Sanction regimes are complex. It remains to be seen what may emerge from legal investigations and formal inquiries into such allegations (on a case by case basis) and what the consequences -if sanctions indeed were circumvented- may turn out to be. Whilst Panama’s Public Prosecution (Ministerio Público) announced on the 4 of April the opening of a formal investigation into the Panama Papers, countries around the world have set up their own inquiries and investigations.
But beyond the Panama Papers, unilateral sanctions have also been in the news. Just last week, France announced that it was to impose unilateral sanctions on North Korea.
In addition, after extending its unilateral sanctions against Russia for one year early last March, the US announced -in the midst of the Panama Papers scandal- that it may expand the Russia sanctions upon examining documents leaked in the Panama Papers to gather information on individuals who may be helping Russia to bypass sanctions.
For its part, the EU is to decide in June whether its economic sanctions on Russia in place until the 31 July 2016 are to be extended or not.
Sanctions were imposed on Russia in response to the annexation of Crimea, as part of the EU’s non-recognition policy of the annexation of Crimea and Sevastopol.
The leaked files would allegedly show that at least $2 billion in transactions involved people and companies that had ties to President Putin, subject to sanctions.
But if the EU threat to impose sanctions on Panama which triggered Panama’s decision to adopt global tax reporting standards is a good example of how effective sanctions can be as a form of diplomacy by other means, the increasing amount of sanction regimes also has its downside.
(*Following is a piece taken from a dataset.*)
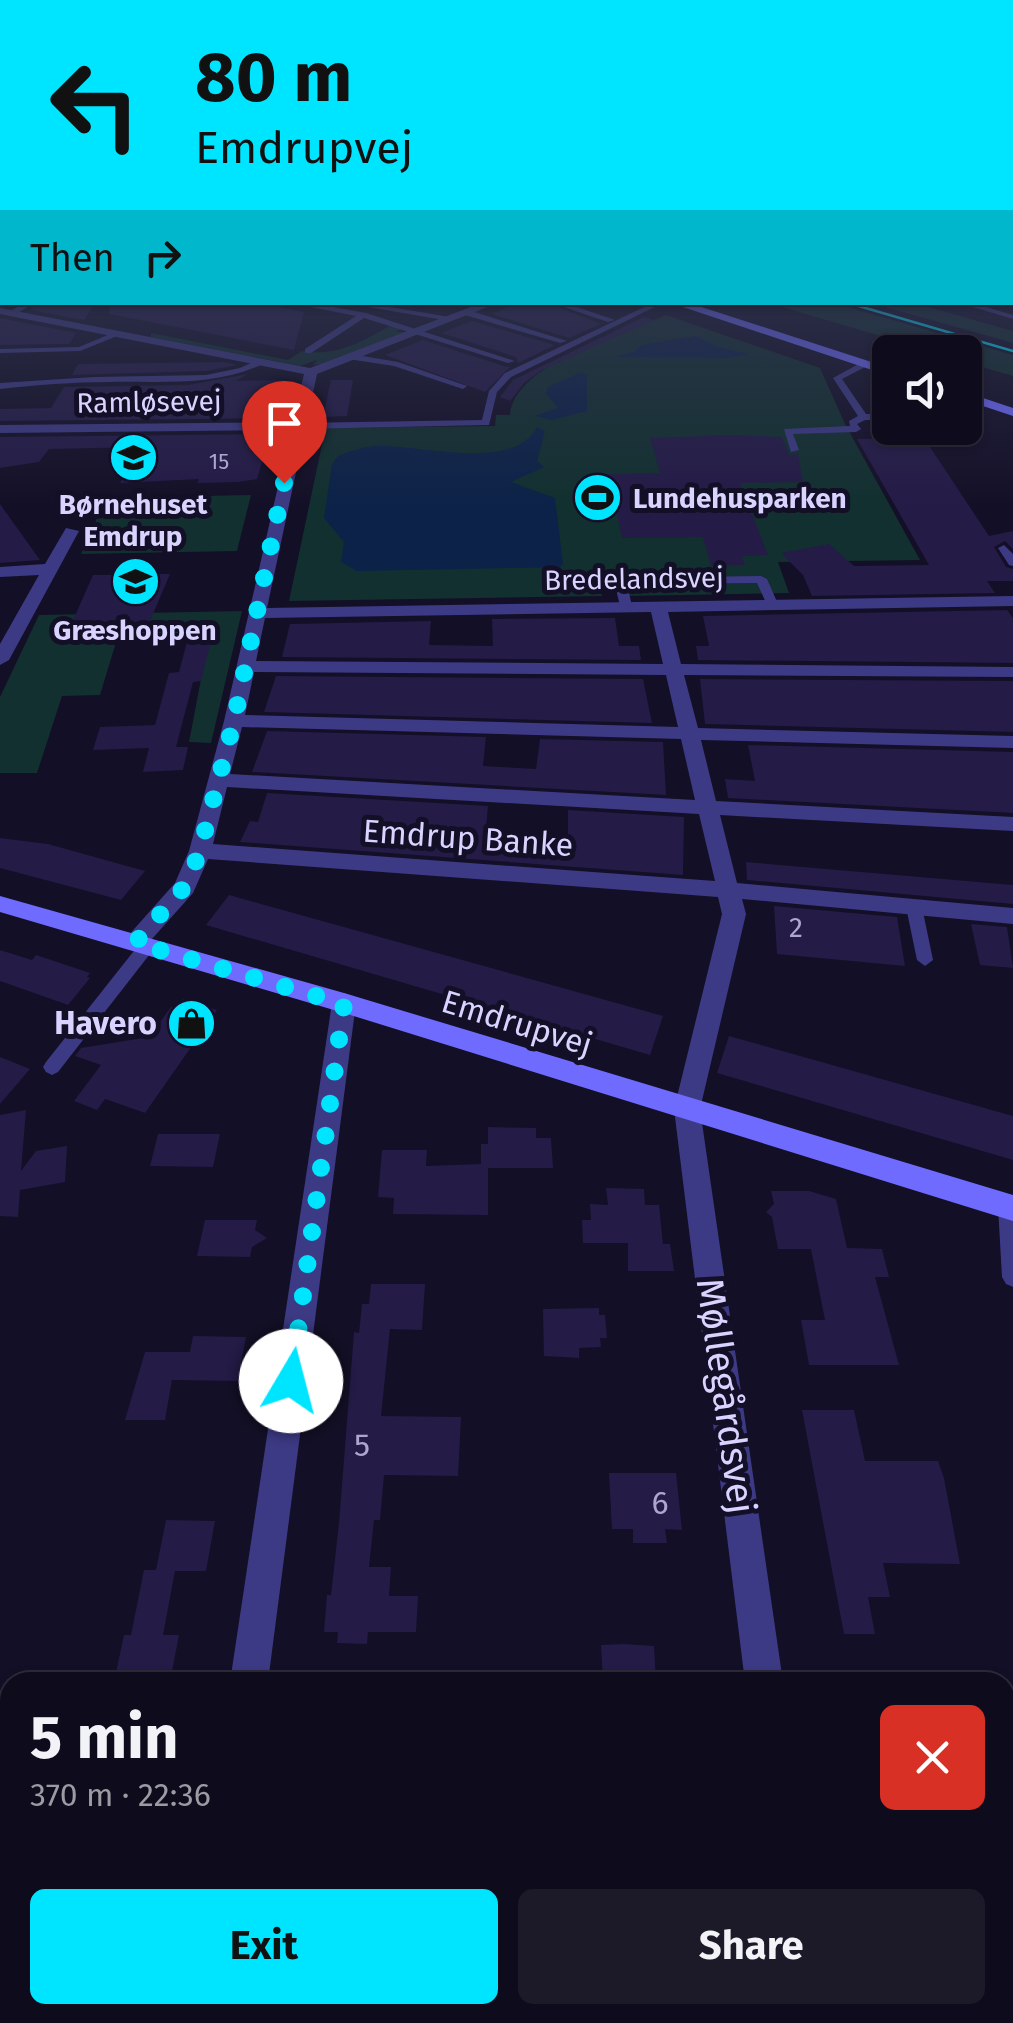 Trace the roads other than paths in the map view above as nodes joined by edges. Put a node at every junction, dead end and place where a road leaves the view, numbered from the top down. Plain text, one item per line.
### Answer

The proliferation of unilateral, UN and EU sanctions have created a complex maze of trade regulations, sometimes hard to navigate. Challenging sanctions designations on the other hand, has become a growing area of law. Companies and individuals listed in a EU restrictive measure have only two months to challenge their designation in the European Court in Luxembourg. Parties challenging their designations under EU (and member State law) may well be a reminder that imposition of sanctions should also respect fair procedure. As of recently, estimates indicated that there are more than one hundred cases currently pending in Luxembourg.